Honoring Rod & Custom

Honoring Rod & Custom

In the spring of 1967, my dad was an 8 year old roaming around the metro Detroit area. A few weeks before summer vacation, he found a magazine that piqued his interest. The cover featured a flamed 1957 Nomad basking on a beach in Southern California. He excitedly scraped together the $0.50 asking price and pedaled home with the magazine in tote.

After reading the issue cover to cover, he decided that he wanted more. Dodging the watchful eye of my grandmother, he procured an envelope and stuffed it with some of his savings. With some neat penmanship and a stamp, his change-filled offering earned him a subscription to one of the finest magazines around — Rod & Custom.

As I’m sure you’ve already heard, Rod & Custom has been discontinued. Pretty soon the lights will be turned off and the presses will be stopped.

To my inner hot rodder: this hurts. To my inner journalist: this hurts even worse.

Print media is a difficult business to understand. Like any other industry, there are highs, lows and plateaus. Rather than donning some black and lowering my flag to half-staff, I’m gearing this post in a more positive direction.
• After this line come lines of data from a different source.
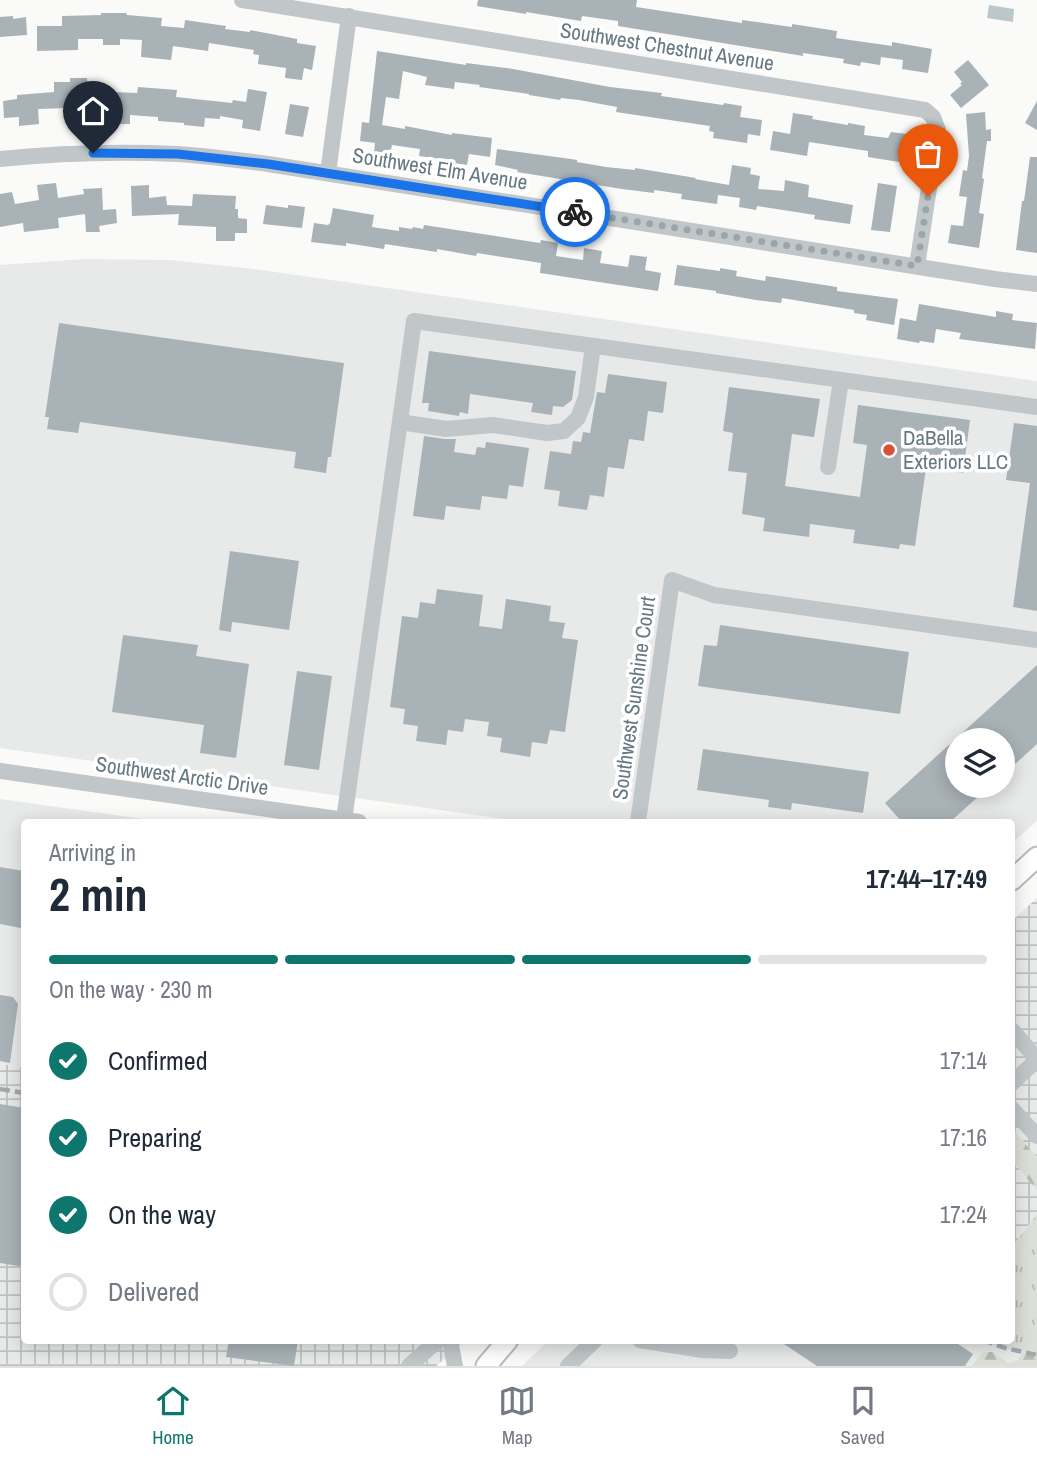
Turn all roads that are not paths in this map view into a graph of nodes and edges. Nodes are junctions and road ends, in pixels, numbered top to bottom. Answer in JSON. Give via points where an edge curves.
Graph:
{"nodes":[{"id":1,"x":242,"y":0,"type":"edge"},
{"id":2,"x":349,"y":16,"type":"junction"},
{"id":3,"x":0,"y":159,"type":"edge"},
{"id":4,"x":328,"y":173,"type":"junction"},
{"id":5,"x":917,"y":266,"type":"junction"},
{"id":6,"x":1037,"y":284,"type":"edge"},
{"id":7,"x":593,"y":346,"type":"junction"},
{"id":8,"x":841,"y":380,"type":"junction"},
{"id":9,"x":1037,"y":407,"type":"edge"},
{"id":10,"x":400,"y":422,"type":"junction"},
{"id":11,"x":828,"y":467,"type":"dead end"},
{"id":12,"x":1037,"y":640,"type":"edge"},
{"id":13,"x":0,"y":771,"type":"edge"},
{"id":14,"x":338,"y":819,"type":"edge"},
{"id":15,"x":352,"y":819,"type":"edge"},
{"id":16,"x":638,"y":819,"type":"edge"},
{"id":17,"x":1037,"y":857,"type":"edge"},
{"id":18,"x":1015,"y":877,"type":"edge"},
{"id":19,"x":1015,"y":1034,"type":"edge"},
{"id":20,"x":1037,"y":1060,"type":"edge"},
{"id":21,"x":1015,"y":1080,"type":"edge"},
{"id":22,"x":1015,"y":1112,"type":"edge"},
{"id":23,"x":1037,"y":1136,"type":"edge"},
{"id":24,"x":434,"y":1344,"type":"edge"},
{"id":25,"x":451,"y":1344,"type":"edge"},
{"id":26,"x":505,"y":1344,"type":"edge"},
{"id":27,"x":592,"y":1344,"type":"edge"},
{"id":28,"x":665,"y":1344,"type":"edge"},
{"id":29,"x":730,"y":1351,"type":"dead end"},
{"id":30,"x":409,"y":1366,"type":"edge"},
{"id":31,"x":455,"y":1366,"type":"edge"},
{"id":32,"x":486,"y":1366,"type":"edge"},
{"id":33,"x":568,"y":1366,"type":"edge"}],
"edges":[{"from":1,"to":2,"type":"street","name":"Southwest Chestnut Avenue"},
{"from":2,"to":4,"type":"street"},
{"from":2,"to":5,"type":"street","name":"Southwest Chestnut Avenue","via":[[925,110],[938,130]]},
{"from":3,"to":4,"type":"street","name":"Southwest Elm Avenue","via":[[178,154]]},
{"from":4,"to":5,"type":"street","name":"Southwest Elm Avenue"},
{"from":5,"to":6,"type":"street","name":"Southwest Elm Avenue"},
{"from":7,"to":8,"type":"street"},
{"from":7,"to":10,"type":"street","via":[[586,397],[578,418],[564,431],[494,425],[446,429]]},
{"from":7,"to":10,"type":"street","via":[[414,321]]},
{"from":8,"to":9,"type":"street"},
{"from":8,"to":11,"type":"street"},
{"from":10,"to":15,"type":"street"},
{"from":12,"to":16,"type":"street","name":"Southwest Sunshine Court","via":[[714,595],[673,580]]},
{"from":13,"to":14,"type":"street","name":"Southwest Arctic Drive"},
{"from":17,"to":18,"type":"main road"},
{"from":19,"to":20,"type":"street"},
{"from":20,"to":21,"type":"street"},
{"from":22,"to":23,"type":"street"},
{"from":24,"to":30,"type":"street"},
{"from":25,"to":31,"type":"street"},
{"from":26,"to":32,"type":"main road"},
{"from":27,"to":33,"type":"street"},
{"from":28,"to":29,"type":"street"}]}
When I close my eyes and think of Rod & Custom, an image of the August 1967 issue instantly surfaces. It has all the elements — a pair of brightly-painted street gassers, exciting headlines and even a kid pulling a massive wheelstand in a miniature fuel dragster powered by a drill motor. How could any red-blooded hot rodder not pick this one off the rack?

During the mid-‘60s, Rod & Custom did an excellent job engaging readers. Decades before social media, they asked questions and scoured the country for gripping — yet relevant — content. Rods, customs, tech, editorials and show coverage — they had all the bases covered.

Though the same can’t be said for a number of other magazines, R & C stayed pretty faithful to these staples long after others veered off course. And for that, they should be commended.

I’ve been reading R & C for about a decade, and I know for a fact many of you have been on board for a great deal longer. So I’ll ask you this — what is your favorite issue of R & C? What elements bring it to the top of the stack?

-Joey Ukrop

Note: I’ve got my August ’67 issue open right now…and it’s pretty hard to beat. With any luck, you’ll be seeing more of these two Willys in the near future.